Brief – Every entry must be given again exactly as it is written.

Data –
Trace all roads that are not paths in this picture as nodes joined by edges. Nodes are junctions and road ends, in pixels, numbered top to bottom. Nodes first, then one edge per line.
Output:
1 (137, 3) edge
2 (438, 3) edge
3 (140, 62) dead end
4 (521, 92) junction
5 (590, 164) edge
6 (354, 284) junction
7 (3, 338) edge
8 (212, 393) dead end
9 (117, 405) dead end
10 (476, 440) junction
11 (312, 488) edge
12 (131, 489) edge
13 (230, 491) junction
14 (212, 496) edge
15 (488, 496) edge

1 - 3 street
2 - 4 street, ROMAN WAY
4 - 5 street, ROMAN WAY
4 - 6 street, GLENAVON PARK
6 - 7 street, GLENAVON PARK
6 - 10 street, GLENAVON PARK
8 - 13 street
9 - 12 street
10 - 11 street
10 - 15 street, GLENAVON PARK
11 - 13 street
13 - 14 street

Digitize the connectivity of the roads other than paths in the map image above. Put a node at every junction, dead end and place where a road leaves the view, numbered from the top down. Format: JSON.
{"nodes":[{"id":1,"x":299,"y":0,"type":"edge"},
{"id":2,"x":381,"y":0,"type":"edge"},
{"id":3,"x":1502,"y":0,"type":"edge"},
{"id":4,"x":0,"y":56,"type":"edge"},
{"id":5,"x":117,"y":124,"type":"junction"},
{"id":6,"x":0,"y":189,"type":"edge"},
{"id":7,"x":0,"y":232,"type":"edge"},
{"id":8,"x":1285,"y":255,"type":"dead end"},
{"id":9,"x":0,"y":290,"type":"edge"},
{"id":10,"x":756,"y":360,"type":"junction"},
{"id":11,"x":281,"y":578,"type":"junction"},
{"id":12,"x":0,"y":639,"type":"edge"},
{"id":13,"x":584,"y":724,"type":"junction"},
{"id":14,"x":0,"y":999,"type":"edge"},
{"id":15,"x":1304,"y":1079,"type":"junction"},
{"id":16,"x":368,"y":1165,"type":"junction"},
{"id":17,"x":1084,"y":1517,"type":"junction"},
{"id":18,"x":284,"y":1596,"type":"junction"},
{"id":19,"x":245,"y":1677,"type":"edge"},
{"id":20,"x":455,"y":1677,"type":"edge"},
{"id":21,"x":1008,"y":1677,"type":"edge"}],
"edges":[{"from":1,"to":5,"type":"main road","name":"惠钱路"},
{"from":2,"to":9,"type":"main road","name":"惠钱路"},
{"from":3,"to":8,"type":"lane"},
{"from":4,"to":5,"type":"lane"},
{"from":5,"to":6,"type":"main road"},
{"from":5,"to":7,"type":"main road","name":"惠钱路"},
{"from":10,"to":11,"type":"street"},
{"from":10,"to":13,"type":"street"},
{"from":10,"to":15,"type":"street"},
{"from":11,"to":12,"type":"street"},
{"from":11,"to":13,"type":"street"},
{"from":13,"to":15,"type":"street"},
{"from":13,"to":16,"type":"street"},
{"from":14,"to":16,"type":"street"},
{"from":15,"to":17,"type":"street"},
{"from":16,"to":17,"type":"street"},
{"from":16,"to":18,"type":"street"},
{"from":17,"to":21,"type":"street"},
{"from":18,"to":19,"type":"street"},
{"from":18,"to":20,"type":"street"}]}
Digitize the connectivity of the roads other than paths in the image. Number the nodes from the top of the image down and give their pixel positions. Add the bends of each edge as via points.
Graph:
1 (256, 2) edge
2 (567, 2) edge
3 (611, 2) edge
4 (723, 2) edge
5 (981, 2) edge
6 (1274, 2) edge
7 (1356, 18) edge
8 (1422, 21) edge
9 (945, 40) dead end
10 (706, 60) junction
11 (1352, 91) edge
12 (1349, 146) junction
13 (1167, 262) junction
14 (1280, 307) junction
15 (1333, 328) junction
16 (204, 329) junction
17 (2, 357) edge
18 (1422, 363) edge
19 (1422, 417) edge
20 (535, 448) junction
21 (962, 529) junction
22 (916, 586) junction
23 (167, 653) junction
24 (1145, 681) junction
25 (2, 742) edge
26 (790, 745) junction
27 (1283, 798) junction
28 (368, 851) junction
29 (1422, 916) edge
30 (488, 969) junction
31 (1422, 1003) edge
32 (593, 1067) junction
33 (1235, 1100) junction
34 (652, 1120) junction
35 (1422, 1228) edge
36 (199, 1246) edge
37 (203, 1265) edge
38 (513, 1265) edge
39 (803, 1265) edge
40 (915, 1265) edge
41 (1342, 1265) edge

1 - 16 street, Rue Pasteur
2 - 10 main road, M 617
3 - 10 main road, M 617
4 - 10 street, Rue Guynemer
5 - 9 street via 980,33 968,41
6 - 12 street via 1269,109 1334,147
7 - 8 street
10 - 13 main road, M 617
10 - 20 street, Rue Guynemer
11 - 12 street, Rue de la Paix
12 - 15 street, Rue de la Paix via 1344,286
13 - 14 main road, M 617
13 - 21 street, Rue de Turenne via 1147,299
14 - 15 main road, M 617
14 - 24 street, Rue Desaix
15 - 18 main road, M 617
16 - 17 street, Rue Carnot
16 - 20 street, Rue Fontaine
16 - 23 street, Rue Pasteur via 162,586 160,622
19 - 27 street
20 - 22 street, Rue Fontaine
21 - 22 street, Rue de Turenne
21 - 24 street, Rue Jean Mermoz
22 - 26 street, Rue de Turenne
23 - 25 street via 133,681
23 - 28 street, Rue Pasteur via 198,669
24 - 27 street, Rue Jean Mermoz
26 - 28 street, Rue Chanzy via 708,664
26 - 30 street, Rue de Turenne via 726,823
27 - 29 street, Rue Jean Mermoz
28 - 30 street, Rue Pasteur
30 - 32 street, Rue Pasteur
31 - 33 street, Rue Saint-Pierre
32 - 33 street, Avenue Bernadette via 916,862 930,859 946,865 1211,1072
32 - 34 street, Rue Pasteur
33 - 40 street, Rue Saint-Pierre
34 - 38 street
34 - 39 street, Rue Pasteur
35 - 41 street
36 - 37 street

Solved exercise –
Trace all roads that are not paths in this picture as nodes joined by edges. Nodes are junctions and road ends, in pixels, numbered top to bottom. Nodes first, then one edge per line.
Output:
1 (137, 3) edge
2 (438, 3) edge
3 (140, 62) dead end
4 (521, 92) junction
5 (590, 164) edge
6 (354, 284) junction
7 (3, 338) edge
8 (212, 393) dead end
9 (117, 405) dead end
10 (476, 440) junction
11 (312, 488) edge
12 (131, 489) edge
13 (230, 491) junction
14 (212, 496) edge
15 (488, 496) edge

1 - 3 street
2 - 4 street, ROMAN WAY
4 - 5 street, ROMAN WAY
4 - 6 street, GLENAVON PARK
6 - 7 street, GLENAVON PARK
6 - 10 street, GLENAVON PARK
8 - 13 street
9 - 12 street
10 - 11 street
10 - 15 street, GLENAVON PARK
11 - 13 street
13 - 14 street

Digitize the connectivity of the roads other than paths in the map image above. Put a node at every junction, dead end and place where a road leaves the view, numbered from the top down. Format: JSON.
{"nodes":[{"id":1,"x":299,"y":0,"type":"edge"},
{"id":2,"x":381,"y":0,"type":"edge"},
{"id":3,"x":1502,"y":0,"type":"edge"},
{"id":4,"x":0,"y":56,"type":"edge"},
{"id":5,"x":117,"y":124,"type":"junction"},
{"id":6,"x":0,"y":189,"type":"edge"},
{"id":7,"x":0,"y":232,"type":"edge"},
{"id":8,"x":1285,"y":255,"type":"dead end"},
{"id":9,"x":0,"y":290,"type":"edge"},
{"id":10,"x":756,"y":360,"type":"junction"},
{"id":11,"x":281,"y":578,"type":"junction"},
{"id":12,"x":0,"y":639,"type":"edge"},
{"id":13,"x":584,"y":724,"type":"junction"},
{"id":14,"x":0,"y":999,"type":"edge"},
{"id":15,"x":1304,"y":1079,"type":"junction"},
{"id":16,"x":368,"y":1165,"type":"junction"},
{"id":17,"x":1084,"y":1517,"type":"junction"},
{"id":18,"x":284,"y":1596,"type":"junction"},
{"id":19,"x":245,"y":1677,"type":"edge"},
{"id":20,"x":455,"y":1677,"type":"edge"},
{"id":21,"x":1008,"y":1677,"type":"edge"}],
"edges":[{"from":1,"to":5,"type":"main road","name":"惠钱路"},
{"from":2,"to":9,"type":"main road","name":"惠钱路"},
{"from":3,"to":8,"type":"lane"},
{"from":4,"to":5,"type":"lane"},
{"from":5,"to":6,"type":"main road"},
{"from":5,"to":7,"type":"main road","name":"惠钱路"},
{"from":10,"to":11,"type":"street"},
{"from":10,"to":13,"type":"street"},
{"from":10,"to":15,"type":"street"},
{"from":11,"to":12,"type":"street"},
{"from":11,"to":13,"type":"street"},
{"from":13,"to":15,"type":"street"},
{"from":13,"to":16,"type":"street"},
{"from":14,"to":16,"type":"street"},
{"from":15,"to":17,"type":"street"},
{"from":16,"to":17,"type":"street"},
{"from":16,"to":18,"type":"street"},
{"from":17,"to":21,"type":"street"},
{"from":18,"to":19,"type":"street"},
{"from":18,"to":20,"type":"street"}]}
Digitize the connectivity of the roads other than paths in the image. Number the nodes from the top of the image down and give their pixel positions. Add the bends of each edge as via points.
Graph:
1 (256, 2) edge
2 (567, 2) edge
3 (611, 2) edge
4 (723, 2) edge
5 (981, 2) edge
6 (1274, 2) edge
7 (1356, 18) edge
8 (1422, 21) edge
9 (945, 40) dead end
10 (706, 60) junction
11 (1352, 91) edge
12 (1349, 146) junction
13 (1167, 262) junction
14 (1280, 307) junction
15 (1333, 328) junction
16 (204, 329) junction
17 (2, 357) edge
18 (1422, 363) edge
19 (1422, 417) edge
20 (535, 448) junction
21 (962, 529) junction
22 (916, 586) junction
23 (167, 653) junction
24 (1145, 681) junction
25 (2, 742) edge
26 (790, 745) junction
27 (1283, 798) junction
28 (368, 851) junction
29 (1422, 916) edge
30 (488, 969) junction
31 (1422, 1003) edge
32 (593, 1067) junction
33 (1235, 1100) junction
34 (652, 1120) junction
35 (1422, 1228) edge
36 (199, 1246) edge
37 (203, 1265) edge
38 (513, 1265) edge
39 (803, 1265) edge
40 (915, 1265) edge
41 (1342, 1265) edge

1 - 16 street, Rue Pasteur
2 - 10 main road, M 617
3 - 10 main road, M 617
4 - 10 street, Rue Guynemer
5 - 9 street via 980,33 968,41
6 - 12 street via 1269,109 1334,147
7 - 8 street
10 - 13 main road, M 617
10 - 20 street, Rue Guynemer
11 - 12 street, Rue de la Paix
12 - 15 street, Rue de la Paix via 1344,286
13 - 14 main road, M 617
13 - 21 street, Rue de Turenne via 1147,299
14 - 15 main road, M 617
14 - 24 street, Rue Desaix
15 - 18 main road, M 617
16 - 17 street, Rue Carnot
16 - 20 street, Rue Fontaine
16 - 23 street, Rue Pasteur via 162,586 160,622
19 - 27 street
20 - 22 street, Rue Fontaine
21 - 22 street, Rue de Turenne
21 - 24 street, Rue Jean Mermoz
22 - 26 street, Rue de Turenne
23 - 25 street via 133,681
23 - 28 street, Rue Pasteur via 198,669
24 - 27 street, Rue Jean Mermoz
26 - 28 street, Rue Chanzy via 708,664
26 - 30 street, Rue de Turenne via 726,823
27 - 29 street, Rue Jean Mermoz
28 - 30 street, Rue Pasteur
30 - 32 street, Rue Pasteur
31 - 33 street, Rue Saint-Pierre
32 - 33 street, Avenue Bernadette via 916,862 930,859 946,865 1211,1072
32 - 34 street, Rue Pasteur
33 - 40 street, Rue Saint-Pierre
34 - 38 street
34 - 39 street, Rue Pasteur
35 - 41 street
36 - 37 street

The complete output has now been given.